» **Exercise prompt**
Copy all of the records below verbatim.

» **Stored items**
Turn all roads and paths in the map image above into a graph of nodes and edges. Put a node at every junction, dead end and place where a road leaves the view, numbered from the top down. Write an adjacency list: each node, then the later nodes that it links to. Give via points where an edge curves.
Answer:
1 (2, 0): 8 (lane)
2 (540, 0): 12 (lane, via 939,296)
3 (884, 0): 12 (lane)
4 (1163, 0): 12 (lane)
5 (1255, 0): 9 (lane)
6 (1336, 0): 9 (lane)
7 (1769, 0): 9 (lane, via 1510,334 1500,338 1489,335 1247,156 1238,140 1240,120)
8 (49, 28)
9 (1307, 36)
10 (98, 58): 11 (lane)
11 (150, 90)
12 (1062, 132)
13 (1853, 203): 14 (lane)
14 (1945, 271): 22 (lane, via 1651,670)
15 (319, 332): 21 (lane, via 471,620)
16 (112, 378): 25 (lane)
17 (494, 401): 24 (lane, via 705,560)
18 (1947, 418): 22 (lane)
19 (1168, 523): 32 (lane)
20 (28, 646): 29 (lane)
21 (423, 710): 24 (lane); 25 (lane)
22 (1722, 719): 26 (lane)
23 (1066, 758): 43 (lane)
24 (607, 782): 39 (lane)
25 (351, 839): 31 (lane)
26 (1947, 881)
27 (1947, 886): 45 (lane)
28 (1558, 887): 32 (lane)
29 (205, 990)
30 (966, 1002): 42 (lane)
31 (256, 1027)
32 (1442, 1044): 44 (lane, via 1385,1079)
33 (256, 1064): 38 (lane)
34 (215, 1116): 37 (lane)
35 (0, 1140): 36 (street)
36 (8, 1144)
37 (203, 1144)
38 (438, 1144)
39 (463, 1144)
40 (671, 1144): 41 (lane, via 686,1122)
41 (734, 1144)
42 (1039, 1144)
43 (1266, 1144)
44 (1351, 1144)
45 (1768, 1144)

» **Result of this exercise**
Turn all roads and paths in the map image above into a graph of nodes and edges. Put a node at every junction, dead end and place where a road leaves the view, numbered from the top down. Write an adjacency list: each node, then the later nodes that it links to. Give via points where an edge curves.
Answer:
1 (2, 0): 8 (lane)
2 (540, 0): 12 (lane, via 939,296)
3 (884, 0): 12 (lane)
4 (1163, 0): 12 (lane)
5 (1255, 0): 9 (lane)
6 (1336, 0): 9 (lane)
7 (1769, 0): 9 (lane, via 1510,334 1500,338 1489,335 1247,156 1238,140 1240,120)
8 (49, 28)
9 (1307, 36)
10 (98, 58): 11 (lane)
11 (150, 90)
12 (1062, 132)
13 (1853, 203): 14 (lane)
14 (1945, 271): 22 (lane, via 1651,670)
15 (319, 332): 21 (lane, via 471,620)
16 (112, 378): 25 (lane)
17 (494, 401): 24 (lane, via 705,560)
18 (1947, 418): 22 (lane)
19 (1168, 523): 32 (lane)
20 (28, 646): 29 (lane)
21 (423, 710): 24 (lane); 25 (lane)
22 (1722, 719): 26 (lane)
23 (1066, 758): 43 (lane)
24 (607, 782): 39 (lane)
25 (351, 839): 31 (lane)
26 (1947, 881)
27 (1947, 886): 45 (lane)
28 (1558, 887): 32 (lane)
29 (205, 990)
30 (966, 1002): 42 (lane)
31 (256, 1027)
32 (1442, 1044): 44 (lane, via 1385,1079)
33 (256, 1064): 38 (lane)
34 (215, 1116): 37 (lane)
35 (0, 1140): 36 (street)
36 (8, 1144)
37 (203, 1144)
38 (438, 1144)
39 (463, 1144)
40 (671, 1144): 41 (lane, via 686,1122)
41 (734, 1144)
42 (1039, 1144)
43 (1266, 1144)
44 (1351, 1144)
45 (1768, 1144)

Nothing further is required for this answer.